WORK INSTRUCTIONS →
Please return all the records exactly, with nothing left out.

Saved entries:
=-=-=

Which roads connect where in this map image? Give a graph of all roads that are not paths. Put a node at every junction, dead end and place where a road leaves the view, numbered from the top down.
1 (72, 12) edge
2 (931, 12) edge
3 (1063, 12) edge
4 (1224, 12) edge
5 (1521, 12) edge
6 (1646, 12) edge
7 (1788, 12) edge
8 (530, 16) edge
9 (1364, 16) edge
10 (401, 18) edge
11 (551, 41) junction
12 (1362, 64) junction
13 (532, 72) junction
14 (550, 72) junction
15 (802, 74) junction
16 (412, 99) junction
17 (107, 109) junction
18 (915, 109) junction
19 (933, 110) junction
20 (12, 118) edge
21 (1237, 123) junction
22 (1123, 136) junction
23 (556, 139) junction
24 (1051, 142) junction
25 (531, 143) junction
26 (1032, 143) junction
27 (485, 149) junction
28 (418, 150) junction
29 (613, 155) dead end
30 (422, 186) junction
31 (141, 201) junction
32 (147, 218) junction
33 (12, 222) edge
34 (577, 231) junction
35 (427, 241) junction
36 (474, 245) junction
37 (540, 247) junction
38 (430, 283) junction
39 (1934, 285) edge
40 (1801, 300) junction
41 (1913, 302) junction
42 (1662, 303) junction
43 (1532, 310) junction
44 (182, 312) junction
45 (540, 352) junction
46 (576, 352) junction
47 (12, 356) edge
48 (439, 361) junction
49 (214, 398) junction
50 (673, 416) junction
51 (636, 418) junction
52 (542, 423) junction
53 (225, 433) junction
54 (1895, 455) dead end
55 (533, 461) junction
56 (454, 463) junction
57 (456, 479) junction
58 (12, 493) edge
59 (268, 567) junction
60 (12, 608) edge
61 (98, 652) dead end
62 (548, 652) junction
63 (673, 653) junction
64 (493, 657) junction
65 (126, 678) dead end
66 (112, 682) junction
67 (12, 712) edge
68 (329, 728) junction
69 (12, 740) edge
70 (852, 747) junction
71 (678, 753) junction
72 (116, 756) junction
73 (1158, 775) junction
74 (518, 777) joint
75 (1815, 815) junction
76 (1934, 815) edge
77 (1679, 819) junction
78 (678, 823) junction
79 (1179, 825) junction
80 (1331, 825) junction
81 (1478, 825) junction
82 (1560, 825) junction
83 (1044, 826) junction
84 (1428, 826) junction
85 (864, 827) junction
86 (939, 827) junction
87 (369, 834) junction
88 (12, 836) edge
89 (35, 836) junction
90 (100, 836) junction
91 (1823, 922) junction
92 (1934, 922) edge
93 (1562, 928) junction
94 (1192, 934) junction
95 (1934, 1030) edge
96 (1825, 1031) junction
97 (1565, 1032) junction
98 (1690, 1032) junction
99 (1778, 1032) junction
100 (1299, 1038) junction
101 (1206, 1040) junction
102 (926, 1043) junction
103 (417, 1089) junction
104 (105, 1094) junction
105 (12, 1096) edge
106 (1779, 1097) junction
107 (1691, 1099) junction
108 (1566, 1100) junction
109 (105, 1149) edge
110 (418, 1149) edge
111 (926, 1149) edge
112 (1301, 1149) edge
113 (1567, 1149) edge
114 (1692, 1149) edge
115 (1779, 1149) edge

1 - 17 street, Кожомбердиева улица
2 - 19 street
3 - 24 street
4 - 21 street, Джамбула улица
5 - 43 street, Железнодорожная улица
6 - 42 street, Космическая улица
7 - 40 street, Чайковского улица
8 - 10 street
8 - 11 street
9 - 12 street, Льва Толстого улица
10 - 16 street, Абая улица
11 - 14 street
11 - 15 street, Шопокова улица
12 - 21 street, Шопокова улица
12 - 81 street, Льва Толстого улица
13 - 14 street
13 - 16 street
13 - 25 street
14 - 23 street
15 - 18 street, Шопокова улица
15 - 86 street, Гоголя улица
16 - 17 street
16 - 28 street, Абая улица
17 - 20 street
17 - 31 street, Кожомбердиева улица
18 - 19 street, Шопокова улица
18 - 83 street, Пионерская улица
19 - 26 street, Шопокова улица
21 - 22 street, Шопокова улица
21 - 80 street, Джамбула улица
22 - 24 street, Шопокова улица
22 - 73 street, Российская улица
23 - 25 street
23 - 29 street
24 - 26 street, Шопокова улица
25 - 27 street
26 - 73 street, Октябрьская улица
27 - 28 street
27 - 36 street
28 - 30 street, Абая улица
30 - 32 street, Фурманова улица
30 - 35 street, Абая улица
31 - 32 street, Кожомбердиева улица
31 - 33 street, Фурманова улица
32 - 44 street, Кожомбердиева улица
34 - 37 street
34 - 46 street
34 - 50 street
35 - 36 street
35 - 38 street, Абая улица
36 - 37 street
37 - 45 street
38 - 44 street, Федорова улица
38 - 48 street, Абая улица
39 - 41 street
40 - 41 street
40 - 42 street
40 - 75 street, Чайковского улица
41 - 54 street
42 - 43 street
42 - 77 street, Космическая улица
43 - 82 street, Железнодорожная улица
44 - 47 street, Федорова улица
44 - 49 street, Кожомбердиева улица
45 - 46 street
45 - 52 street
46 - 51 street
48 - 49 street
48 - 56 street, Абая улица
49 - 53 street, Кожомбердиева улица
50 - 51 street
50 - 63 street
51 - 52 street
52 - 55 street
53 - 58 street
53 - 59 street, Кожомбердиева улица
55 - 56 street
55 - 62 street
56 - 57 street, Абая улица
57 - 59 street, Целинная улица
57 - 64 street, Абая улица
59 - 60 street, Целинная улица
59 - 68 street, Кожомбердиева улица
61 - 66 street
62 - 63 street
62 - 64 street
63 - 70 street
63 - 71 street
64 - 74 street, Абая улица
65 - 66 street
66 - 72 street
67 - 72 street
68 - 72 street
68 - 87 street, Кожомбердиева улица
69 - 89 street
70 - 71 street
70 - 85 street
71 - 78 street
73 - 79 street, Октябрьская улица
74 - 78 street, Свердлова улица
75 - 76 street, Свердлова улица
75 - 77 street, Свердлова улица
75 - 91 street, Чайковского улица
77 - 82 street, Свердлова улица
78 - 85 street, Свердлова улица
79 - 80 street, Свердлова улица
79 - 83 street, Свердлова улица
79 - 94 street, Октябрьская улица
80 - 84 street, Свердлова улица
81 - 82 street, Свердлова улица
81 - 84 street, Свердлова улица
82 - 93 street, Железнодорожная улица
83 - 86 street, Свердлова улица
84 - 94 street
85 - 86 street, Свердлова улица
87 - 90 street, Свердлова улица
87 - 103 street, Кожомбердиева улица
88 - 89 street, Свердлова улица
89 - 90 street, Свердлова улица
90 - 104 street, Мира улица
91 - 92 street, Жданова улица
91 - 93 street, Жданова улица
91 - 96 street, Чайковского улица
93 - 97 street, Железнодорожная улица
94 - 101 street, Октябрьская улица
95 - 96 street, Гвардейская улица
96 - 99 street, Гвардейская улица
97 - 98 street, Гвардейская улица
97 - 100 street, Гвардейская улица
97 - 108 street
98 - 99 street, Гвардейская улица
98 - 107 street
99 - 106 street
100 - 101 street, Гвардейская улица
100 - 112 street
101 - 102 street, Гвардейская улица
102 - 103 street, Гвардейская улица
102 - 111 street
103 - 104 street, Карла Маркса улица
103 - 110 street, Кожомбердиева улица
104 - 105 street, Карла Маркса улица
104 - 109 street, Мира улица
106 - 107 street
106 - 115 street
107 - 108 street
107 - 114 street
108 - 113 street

=-=-=

RESPONSE BELOW →
Which roads connect where in this map image? Give a graph of all roads that are not paths. Put a node at every junction, dead end and place where a road leaves the view, numbered from the top down.
1 (72, 12) edge
2 (931, 12) edge
3 (1063, 12) edge
4 (1224, 12) edge
5 (1521, 12) edge
6 (1646, 12) edge
7 (1788, 12) edge
8 (530, 16) edge
9 (1364, 16) edge
10 (401, 18) edge
11 (551, 41) junction
12 (1362, 64) junction
13 (532, 72) junction
14 (550, 72) junction
15 (802, 74) junction
16 (412, 99) junction
17 (107, 109) junction
18 (915, 109) junction
19 (933, 110) junction
20 (12, 118) edge
21 (1237, 123) junction
22 (1123, 136) junction
23 (556, 139) junction
24 (1051, 142) junction
25 (531, 143) junction
26 (1032, 143) junction
27 (485, 149) junction
28 (418, 150) junction
29 (613, 155) dead end
30 (422, 186) junction
31 (141, 201) junction
32 (147, 218) junction
33 (12, 222) edge
34 (577, 231) junction
35 (427, 241) junction
36 (474, 245) junction
37 (540, 247) junction
38 (430, 283) junction
39 (1934, 285) edge
40 (1801, 300) junction
41 (1913, 302) junction
42 (1662, 303) junction
43 (1532, 310) junction
44 (182, 312) junction
45 (540, 352) junction
46 (576, 352) junction
47 (12, 356) edge
48 (439, 361) junction
49 (214, 398) junction
50 (673, 416) junction
51 (636, 418) junction
52 (542, 423) junction
53 (225, 433) junction
54 (1895, 455) dead end
55 (533, 461) junction
56 (454, 463) junction
57 (456, 479) junction
58 (12, 493) edge
59 (268, 567) junction
60 (12, 608) edge
61 (98, 652) dead end
62 (548, 652) junction
63 (673, 653) junction
64 (493, 657) junction
65 (126, 678) dead end
66 (112, 682) junction
67 (12, 712) edge
68 (329, 728) junction
69 (12, 740) edge
70 (852, 747) junction
71 (678, 753) junction
72 (116, 756) junction
73 (1158, 775) junction
74 (518, 777) joint
75 (1815, 815) junction
76 (1934, 815) edge
77 (1679, 819) junction
78 (678, 823) junction
79 (1179, 825) junction
80 (1331, 825) junction
81 (1478, 825) junction
82 (1560, 825) junction
83 (1044, 826) junction
84 (1428, 826) junction
85 (864, 827) junction
86 (939, 827) junction
87 (369, 834) junction
88 (12, 836) edge
89 (35, 836) junction
90 (100, 836) junction
91 (1823, 922) junction
92 (1934, 922) edge
93 (1562, 928) junction
94 (1192, 934) junction
95 (1934, 1030) edge
96 (1825, 1031) junction
97 (1565, 1032) junction
98 (1690, 1032) junction
99 (1778, 1032) junction
100 (1299, 1038) junction
101 (1206, 1040) junction
102 (926, 1043) junction
103 (417, 1089) junction
104 (105, 1094) junction
105 (12, 1096) edge
106 (1779, 1097) junction
107 (1691, 1099) junction
108 (1566, 1100) junction
109 (105, 1149) edge
110 (418, 1149) edge
111 (926, 1149) edge
112 (1301, 1149) edge
113 (1567, 1149) edge
114 (1692, 1149) edge
115 (1779, 1149) edge

1 - 17 street, Кожомбердиева улица
2 - 19 street
3 - 24 street
4 - 21 street, Джамбула улица
5 - 43 street, Железнодорожная улица
6 - 42 street, Космическая улица
7 - 40 street, Чайковского улица
8 - 10 street
8 - 11 street
9 - 12 street, Льва Толстого улица
10 - 16 street, Абая улица
11 - 14 street
11 - 15 street, Шопокова улица
12 - 21 street, Шопокова улица
12 - 81 street, Льва Толстого улица
13 - 14 street
13 - 16 street
13 - 25 street
14 - 23 street
15 - 18 street, Шопокова улица
15 - 86 street, Гоголя улица
16 - 17 street
16 - 28 street, Абая улица
17 - 20 street
17 - 31 street, Кожомбердиева улица
18 - 19 street, Шопокова улица
18 - 83 street, Пионерская улица
19 - 26 street, Шопокова улица
21 - 22 street, Шопокова улица
21 - 80 street, Джамбула улица
22 - 24 street, Шопокова улица
22 - 73 street, Российская улица
23 - 25 street
23 - 29 street
24 - 26 street, Шопокова улица
25 - 27 street
26 - 73 street, Октябрьская улица
27 - 28 street
27 - 36 street
28 - 30 street, Абая улица
30 - 32 street, Фурманова улица
30 - 35 street, Абая улица
31 - 32 street, Кожомбердиева улица
31 - 33 street, Фурманова улица
32 - 44 street, Кожомбердиева улица
34 - 37 street
34 - 46 street
34 - 50 street
35 - 36 street
35 - 38 street, Абая улица
36 - 37 street
37 - 45 street
38 - 44 street, Федорова улица
38 - 48 street, Абая улица
39 - 41 street
40 - 41 street
40 - 42 street
40 - 75 street, Чайковского улица
41 - 54 street
42 - 43 street
42 - 77 street, Космическая улица
43 - 82 street, Железнодорожная улица
44 - 47 street, Федорова улица
44 - 49 street, Кожомбердиева улица
45 - 46 street
45 - 52 street
46 - 51 street
48 - 49 street
48 - 56 street, Абая улица
49 - 53 street, Кожомбердиева улица
50 - 51 street
50 - 63 street
51 - 52 street
52 - 55 street
53 - 58 street
53 - 59 street, Кожомбердиева улица
55 - 56 street
55 - 62 street
56 - 57 street, Абая улица
57 - 59 street, Целинная улица
57 - 64 street, Абая улица
59 - 60 street, Целинная улица
59 - 68 street, Кожомбердиева улица
61 - 66 street
62 - 63 street
62 - 64 street
63 - 70 street
63 - 71 street
64 - 74 street, Абая улица
65 - 66 street
66 - 72 street
67 - 72 street
68 - 72 street
68 - 87 street, Кожомбердиева улица
69 - 89 street
70 - 71 street
70 - 85 street
71 - 78 street
73 - 79 street, Октябрьская улица
74 - 78 street, Свердлова улица
75 - 76 street, Свердлова улица
75 - 77 street, Свердлова улица
75 - 91 street, Чайковского улица
77 - 82 street, Свердлова улица
78 - 85 street, Свердлова улица
79 - 80 street, Свердлова улица
79 - 83 street, Свердлова улица
79 - 94 street, Октябрьская улица
80 - 84 street, Свердлова улица
81 - 82 street, Свердлова улица
81 - 84 street, Свердлова улица
82 - 93 street, Железнодорожная улица
83 - 86 street, Свердлова улица
84 - 94 street
85 - 86 street, Свердлова улица
87 - 90 street, Свердлова улица
87 - 103 street, Кожомбердиева улица
88 - 89 street, Свердлова улица
89 - 90 street, Свердлова улица
90 - 104 street, Мира улица
91 - 92 street, Жданова улица
91 - 93 street, Жданова улица
91 - 96 street, Чайковского улица
93 - 97 street, Железнодорожная улица
94 - 101 street, Октябрьская улица
95 - 96 street, Гвардейская улица
96 - 99 street, Гвардейская улица
97 - 98 street, Гвардейская улица
97 - 100 street, Гвардейская улица
97 - 108 street
98 - 99 street, Гвардейская улица
98 - 107 street
99 - 106 street
100 - 101 street, Гвардейская улица
100 - 112 street
101 - 102 street, Гвардейская улица
102 - 103 street, Гвардейская улица
102 - 111 street
103 - 104 street, Карла Маркса улица
103 - 110 street, Кожомбердиева улица
104 - 105 street, Карла Маркса улица
104 - 109 street, Мира улица
106 - 107 street
106 - 115 street
107 - 108 street
107 - 114 street
108 - 113 street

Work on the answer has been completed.